If you prefer another implementation, disable the Chromium PDF Viewer plugin in chrome://plugins
, and install one of the following alternatives:
PDF.js
See the main article: Browser plugins#PDF.js
Certificates
Chromium uses NSS for certificate management. Certificates can be managed in Settings
→ Show advanced settings...
→ Manage Certificates...
.
Tips and tricks
See the main article: Chromium/Tips and tricks.
Troubleshooting
Constant freezes under KDE
Uninstall libcanberra-pulse. See: BBS#1228558.
Fonts
Font rendering issues in PDF plugin
To fix the font rendering in some PDFs one has to install the ttf-liberation package, otherwise the substituted font causes text to run into other text. This was reported on the chromium bug tracker by an Arch user.
Force 3D acceleration
First follow Hardware video acceleration. Then, to force 3D rendering, enable the flag "Override software rendering list" in chrome://flags
. Check if it is working in chrome://gpu
. This may also alleviate tearing issues with the radeon driver.
WebGL
There is the possibility that your graphics card has been blacklisted by Chromium. See #Force 3D acceleration.

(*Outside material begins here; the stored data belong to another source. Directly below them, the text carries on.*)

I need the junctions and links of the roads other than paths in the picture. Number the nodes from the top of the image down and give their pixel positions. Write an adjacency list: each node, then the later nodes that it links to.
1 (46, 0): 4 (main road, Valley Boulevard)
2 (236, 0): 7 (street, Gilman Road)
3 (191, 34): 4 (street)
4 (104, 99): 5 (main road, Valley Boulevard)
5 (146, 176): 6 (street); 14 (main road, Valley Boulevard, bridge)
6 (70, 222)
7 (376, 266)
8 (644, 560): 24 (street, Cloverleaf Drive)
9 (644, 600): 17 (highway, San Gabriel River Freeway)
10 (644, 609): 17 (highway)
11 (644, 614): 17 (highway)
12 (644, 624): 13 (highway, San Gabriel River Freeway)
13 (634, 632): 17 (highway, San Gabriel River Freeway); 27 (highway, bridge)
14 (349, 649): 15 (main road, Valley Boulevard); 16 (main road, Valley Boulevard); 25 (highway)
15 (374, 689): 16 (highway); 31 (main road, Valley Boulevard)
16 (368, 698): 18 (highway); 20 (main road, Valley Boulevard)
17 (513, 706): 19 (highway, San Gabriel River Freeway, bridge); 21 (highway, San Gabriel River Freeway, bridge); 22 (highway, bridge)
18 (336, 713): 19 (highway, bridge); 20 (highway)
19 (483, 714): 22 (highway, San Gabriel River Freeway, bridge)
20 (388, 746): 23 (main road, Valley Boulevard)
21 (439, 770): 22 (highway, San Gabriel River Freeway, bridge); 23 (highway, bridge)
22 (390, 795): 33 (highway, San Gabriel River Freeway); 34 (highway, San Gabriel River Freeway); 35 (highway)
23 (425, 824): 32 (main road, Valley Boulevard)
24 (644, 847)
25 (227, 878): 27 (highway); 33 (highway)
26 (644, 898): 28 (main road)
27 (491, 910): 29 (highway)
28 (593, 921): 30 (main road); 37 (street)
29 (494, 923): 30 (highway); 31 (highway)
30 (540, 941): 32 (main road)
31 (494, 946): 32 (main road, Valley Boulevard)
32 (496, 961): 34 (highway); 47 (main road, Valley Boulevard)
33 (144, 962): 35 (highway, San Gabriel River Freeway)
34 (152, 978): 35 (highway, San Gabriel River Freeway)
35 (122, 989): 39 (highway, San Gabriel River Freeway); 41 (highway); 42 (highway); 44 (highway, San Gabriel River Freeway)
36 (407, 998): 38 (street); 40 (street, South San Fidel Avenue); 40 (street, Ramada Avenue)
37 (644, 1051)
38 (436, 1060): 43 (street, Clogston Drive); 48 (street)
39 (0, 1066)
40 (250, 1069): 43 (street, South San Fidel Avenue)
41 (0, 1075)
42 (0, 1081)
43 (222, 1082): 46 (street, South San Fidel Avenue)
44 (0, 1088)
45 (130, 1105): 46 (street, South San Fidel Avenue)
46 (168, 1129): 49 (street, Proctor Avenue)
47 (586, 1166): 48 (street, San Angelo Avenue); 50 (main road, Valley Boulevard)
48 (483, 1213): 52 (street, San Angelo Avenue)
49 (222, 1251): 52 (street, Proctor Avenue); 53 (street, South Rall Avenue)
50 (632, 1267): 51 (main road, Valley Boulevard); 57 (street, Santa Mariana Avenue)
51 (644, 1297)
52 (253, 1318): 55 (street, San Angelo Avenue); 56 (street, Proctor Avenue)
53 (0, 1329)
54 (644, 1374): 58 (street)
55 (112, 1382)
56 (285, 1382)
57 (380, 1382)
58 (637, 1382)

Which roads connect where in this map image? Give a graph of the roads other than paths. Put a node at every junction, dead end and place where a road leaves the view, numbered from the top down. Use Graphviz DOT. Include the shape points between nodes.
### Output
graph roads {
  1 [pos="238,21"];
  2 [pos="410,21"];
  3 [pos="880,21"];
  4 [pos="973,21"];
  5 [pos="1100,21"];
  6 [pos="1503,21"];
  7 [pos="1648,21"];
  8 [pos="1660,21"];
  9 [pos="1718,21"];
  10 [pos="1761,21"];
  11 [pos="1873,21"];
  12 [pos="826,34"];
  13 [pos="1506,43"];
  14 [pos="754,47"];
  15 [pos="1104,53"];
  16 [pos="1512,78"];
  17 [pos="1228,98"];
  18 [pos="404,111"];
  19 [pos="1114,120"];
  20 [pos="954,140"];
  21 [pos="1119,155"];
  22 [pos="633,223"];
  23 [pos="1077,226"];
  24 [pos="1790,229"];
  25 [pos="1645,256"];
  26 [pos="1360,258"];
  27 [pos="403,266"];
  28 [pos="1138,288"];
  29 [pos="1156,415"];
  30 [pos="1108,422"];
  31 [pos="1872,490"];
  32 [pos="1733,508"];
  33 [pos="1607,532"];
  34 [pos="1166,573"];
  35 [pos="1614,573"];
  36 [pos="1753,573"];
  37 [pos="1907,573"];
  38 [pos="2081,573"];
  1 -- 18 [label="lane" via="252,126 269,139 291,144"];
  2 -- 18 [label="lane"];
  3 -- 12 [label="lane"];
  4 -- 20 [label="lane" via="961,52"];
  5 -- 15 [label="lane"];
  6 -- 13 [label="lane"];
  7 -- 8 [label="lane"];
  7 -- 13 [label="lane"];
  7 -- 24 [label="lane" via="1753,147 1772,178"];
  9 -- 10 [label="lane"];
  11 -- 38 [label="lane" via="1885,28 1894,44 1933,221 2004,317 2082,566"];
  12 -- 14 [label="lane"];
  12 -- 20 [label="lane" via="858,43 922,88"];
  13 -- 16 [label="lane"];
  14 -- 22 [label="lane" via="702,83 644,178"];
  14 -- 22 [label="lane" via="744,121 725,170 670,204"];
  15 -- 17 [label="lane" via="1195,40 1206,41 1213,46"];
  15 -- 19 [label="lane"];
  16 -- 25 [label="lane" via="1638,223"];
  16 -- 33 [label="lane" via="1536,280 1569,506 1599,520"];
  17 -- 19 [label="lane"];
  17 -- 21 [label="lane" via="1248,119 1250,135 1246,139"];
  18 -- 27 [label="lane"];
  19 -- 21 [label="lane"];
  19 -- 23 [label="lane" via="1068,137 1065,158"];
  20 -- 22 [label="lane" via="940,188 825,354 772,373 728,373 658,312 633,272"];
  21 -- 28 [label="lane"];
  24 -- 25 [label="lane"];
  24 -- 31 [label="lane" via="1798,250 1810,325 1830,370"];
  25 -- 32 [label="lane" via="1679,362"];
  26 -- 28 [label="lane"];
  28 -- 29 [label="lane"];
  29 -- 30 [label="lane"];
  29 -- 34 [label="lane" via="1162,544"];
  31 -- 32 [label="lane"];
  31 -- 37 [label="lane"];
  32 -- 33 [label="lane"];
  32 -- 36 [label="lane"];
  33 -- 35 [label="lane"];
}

If you are using Chromium with Bumblebee, WebGL might crash due to GPU sandboxing. In this case, you can disable GPU sandboxing with optirun chromium --disable-gpu-sandbox
.
If none of the above solves your problem, you may be able to visit chrome://gpu/
for additional debugging info.
Distorted GUI
Chromium's graphical interface may look unsightly, distorted and zoomed in on high-DPI displays. To disable any attempts to scale display according to device DPI, use --force-device-scale-factor=1
.
Disable keyring password prompt
See GNOME/Keyring#Passwords are not remembered. You may also need to edit the Chromium command line to append --password-store=gnome
.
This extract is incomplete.